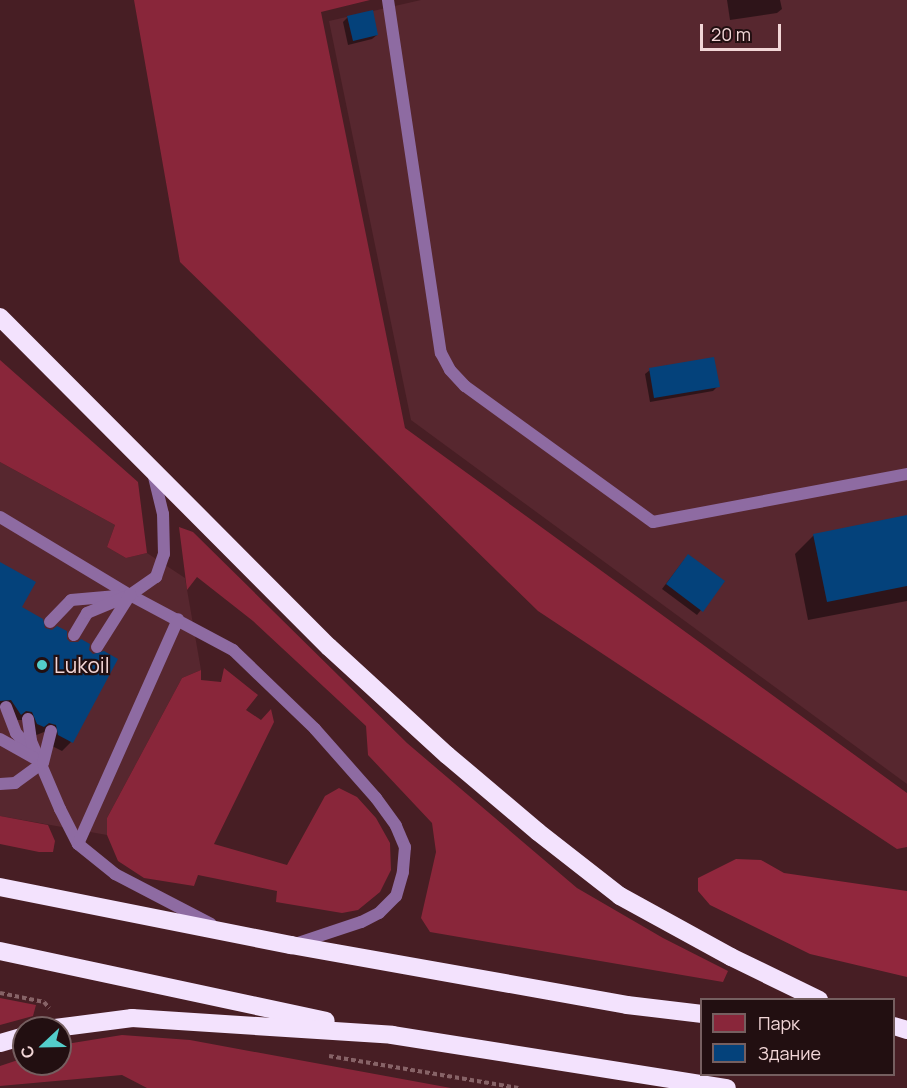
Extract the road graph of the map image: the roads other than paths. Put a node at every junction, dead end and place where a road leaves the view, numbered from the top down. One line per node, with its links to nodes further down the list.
1 (388, 0): 6 (lane)
2 (0, 317): 4 (highway)
3 (0, 331): 4 (highway)
4 (20, 337): 5 (highway)
5 (152, 469): 8 (lane); 24 (highway)
6 (907, 474)
7 (0, 517): 8 (lane)
8 (130, 595): 9 (lane); 10 (lane); 11 (lane); 12 (lane)
9 (178, 619): 19 (lane); 22 (lane)
10 (50, 622)
11 (74, 635)
12 (97, 648)
13 (6, 707): 17 (lane)
14 (28, 719): 17 (lane)
15 (51, 731): 17 (lane)
16 (0, 739): 17 (lane)
17 (43, 763): 18 (lane); 19 (lane)
18 (0, 784)
19 (78, 844): 21 (lane)
20 (0, 887): 21 (highway)
21 (226, 931): 22 (highway)
22 (291, 945): 25 (highway)
23 (0, 951): 27 (highway)
24 (817, 998)
25 (700, 1014)
26 (72, 1026): 27 (highway)
27 (392, 1035): 28 (highway)
28 (727, 1088)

******

**Problem**
Output all of the entries verbatim, leaving out any images.

**Result for this task**
Extract the road graph of the map image: the roads other than paths. Put a node at every junction, dead end and place where a road leaves the view, numbered from the top down. One line per node, with its links to nodes further down the list.
1 (388, 0): 6 (lane)
2 (0, 317): 4 (highway)
3 (0, 331): 4 (highway)
4 (20, 337): 5 (highway)
5 (152, 469): 8 (lane); 24 (highway)
6 (907, 474)
7 (0, 517): 8 (lane)
8 (130, 595): 9 (lane); 10 (lane); 11 (lane); 12 (lane)
9 (178, 619): 19 (lane); 22 (lane)
10 (50, 622)
11 (74, 635)
12 (97, 648)
13 (6, 707): 17 (lane)
14 (28, 719): 17 (lane)
15 (51, 731): 17 (lane)
16 (0, 739): 17 (lane)
17 (43, 763): 18 (lane); 19 (lane)
18 (0, 784)
19 (78, 844): 21 (lane)
20 (0, 887): 21 (highway)
21 (226, 931): 22 (highway)
22 (291, 945): 25 (highway)
23 (0, 951): 27 (highway)
24 (817, 998)
25 (700, 1014)
26 (72, 1026): 27 (highway)
27 (392, 1035): 28 (highway)
28 (727, 1088)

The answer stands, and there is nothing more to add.